━━━ MATERIALS PROVIDED
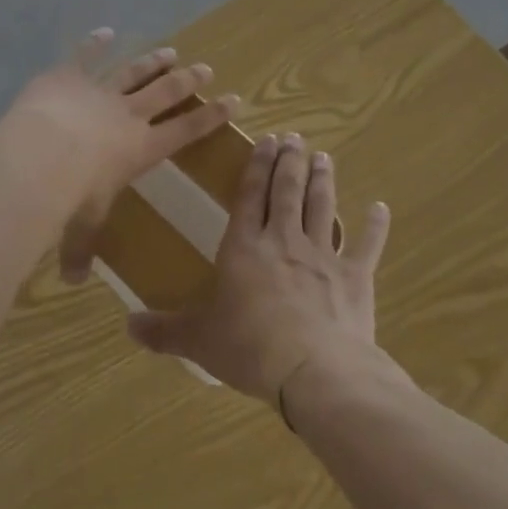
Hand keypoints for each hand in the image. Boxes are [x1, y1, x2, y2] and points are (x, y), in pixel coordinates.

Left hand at [0, 29, 239, 282]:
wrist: (39, 157)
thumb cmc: (69, 198)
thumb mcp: (79, 228)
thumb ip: (78, 251)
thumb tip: (73, 281)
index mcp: (140, 149)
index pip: (185, 131)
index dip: (211, 116)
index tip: (233, 100)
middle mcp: (127, 116)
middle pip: (165, 93)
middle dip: (187, 81)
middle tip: (205, 68)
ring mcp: (99, 92)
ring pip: (133, 72)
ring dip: (153, 61)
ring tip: (170, 52)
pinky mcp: (68, 77)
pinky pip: (85, 56)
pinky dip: (95, 43)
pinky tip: (106, 32)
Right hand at [125, 133, 390, 401]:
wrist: (313, 370)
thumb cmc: (249, 348)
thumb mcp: (198, 340)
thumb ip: (164, 330)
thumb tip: (127, 327)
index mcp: (245, 247)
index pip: (250, 196)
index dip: (257, 166)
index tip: (267, 141)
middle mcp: (284, 241)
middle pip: (288, 191)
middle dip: (290, 162)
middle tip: (295, 138)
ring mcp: (323, 256)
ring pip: (322, 207)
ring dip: (323, 181)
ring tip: (323, 157)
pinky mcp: (355, 278)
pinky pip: (366, 246)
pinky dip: (375, 226)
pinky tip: (380, 208)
━━━━━━
• TASK REQUIREMENTS: None of the pictures should appear; repeat the records exactly otherwise.

• OUTPUT OF THE TASK:
Hand keypoints for each hand in the image. Boxes are [x1, y1, x2, y2] and points are (x, y), in pixel coordinates.

Left hand at [0, 29, 239, 282]:
wrist: (39, 157)
thumb cmc: (69, 198)
thumb mcp: (79, 228)
thumb ip: (78, 251)
thumb tip: (73, 281)
index mcp: (140, 149)
index pip: (185, 131)
index dip: (211, 116)
index tip: (233, 100)
middle mcp: (127, 116)
middle pip: (165, 93)
middle dip: (187, 81)
middle tip: (205, 68)
ring mcp: (99, 92)
ring pip: (133, 72)
ring dip: (153, 61)
ring tip: (170, 52)
pinky mcp: (68, 77)
pinky pip: (85, 56)
pinky dip: (95, 43)
pinky tip: (106, 32)
Right hand at [125, 133, 390, 401]:
wrist: (313, 370)
thumb cmc: (249, 348)
thumb mcp: (198, 340)
thumb ip: (164, 330)
thumb tip: (127, 327)
index mcp: (245, 247)
index pip: (250, 196)
index dip: (257, 166)
index tip: (267, 141)
middle mcp: (284, 241)
middle pip: (288, 191)
middle dip: (290, 162)
middle tip: (295, 138)
ring mcp: (323, 256)
ring pip: (322, 207)
ring dip: (323, 181)
ring tip: (323, 157)
pinky mcp: (355, 278)
pinky pip: (366, 246)
pinky dip: (375, 226)
pinky tip: (380, 208)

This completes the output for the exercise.